EPA's memo was never released to citizens nor to Judge Thrash, and documents filed in 2003 show how the City, the Department of Justice, and the Georgia Attorneys General office misled the court. They told Judge Thrash that TUNNELS DO NOT NEED PERMITS but failed to disclose that THE SHAFTS DO NEED PERMITS. They also failed to disclose a 1997 decision from the higher 11th Circuit Court of Appeals which establishes that AQUIFERS MUST BE PROTECTED AND THAT PERMITS FOR THE SHAFTS MUST BE OBTAINED BEFORE ANY FLUID, such as SEWAGE, is PLACED UNDERGROUND.

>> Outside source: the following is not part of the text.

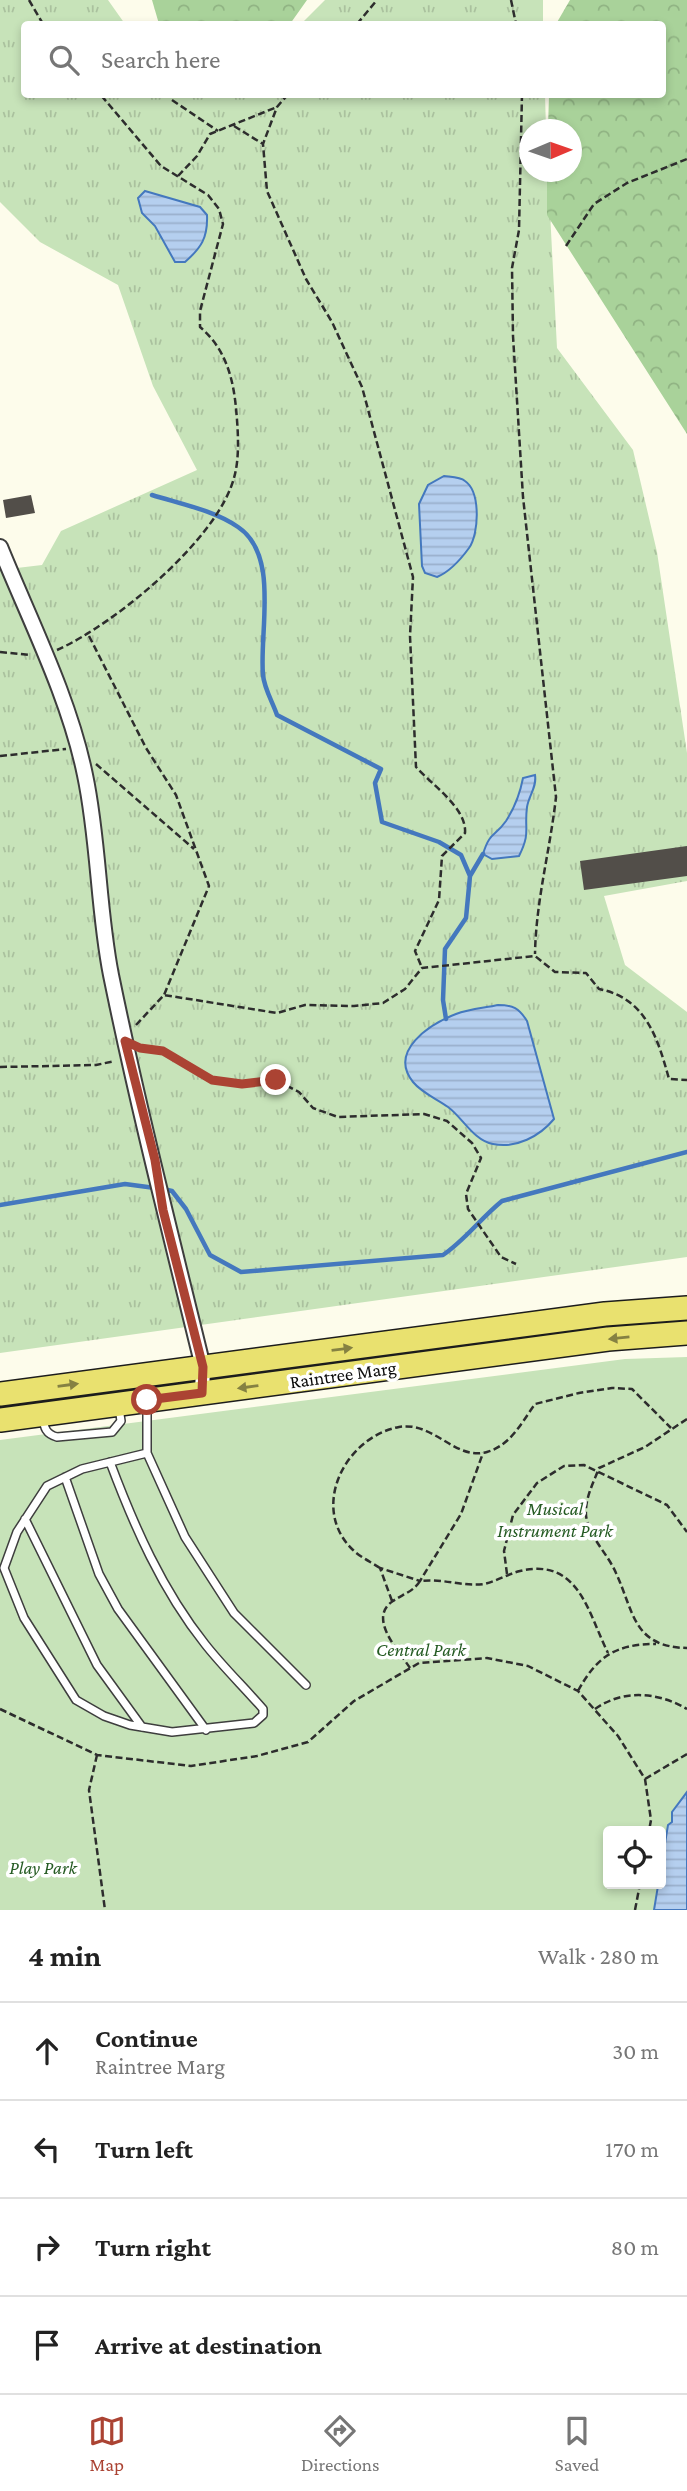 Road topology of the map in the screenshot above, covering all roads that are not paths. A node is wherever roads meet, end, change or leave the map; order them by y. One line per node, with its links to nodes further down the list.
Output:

Beginning in October 2006, citizens assembled more documents showing that the Court was misled. After Judge Thrash offered to receive and review new information describing what had happened, a legal opinion prepared by Mr. Hal Wright was sent to the Court. It was based on the 1997 Appellate decision and it confirms that Atlanta needs, but does not have, the required permits. The Department of Justice responded with misleading information but did not address Mr. Wright's legal opinion. The response also pointed to additional undiscovered information.
On July 14 of this year, 22 concerned citizens wrote to Judge Thrash requesting that he review Mr. Wright's legal opinion and Atlanta's non-compliance with the Safe Drinking Water Act. The Department of Justice's response introduced yet more misleading information, but again did not address Mr. Wright's legal opinion.
The City denies there are any problems but it relies on misleading information from the Department of Justice and others. In an e-mail from Aug. 27, 2009, Mayor Shirley Franklin, her Law Department, and private counsel chose to remain silent rather than address Mr. Wright's legal opinion. Atlanta might be complying with the Clean Water Act but water/sewer ratepayers are financing projects which violate the Safe Drinking Water Act and pollute aquifers.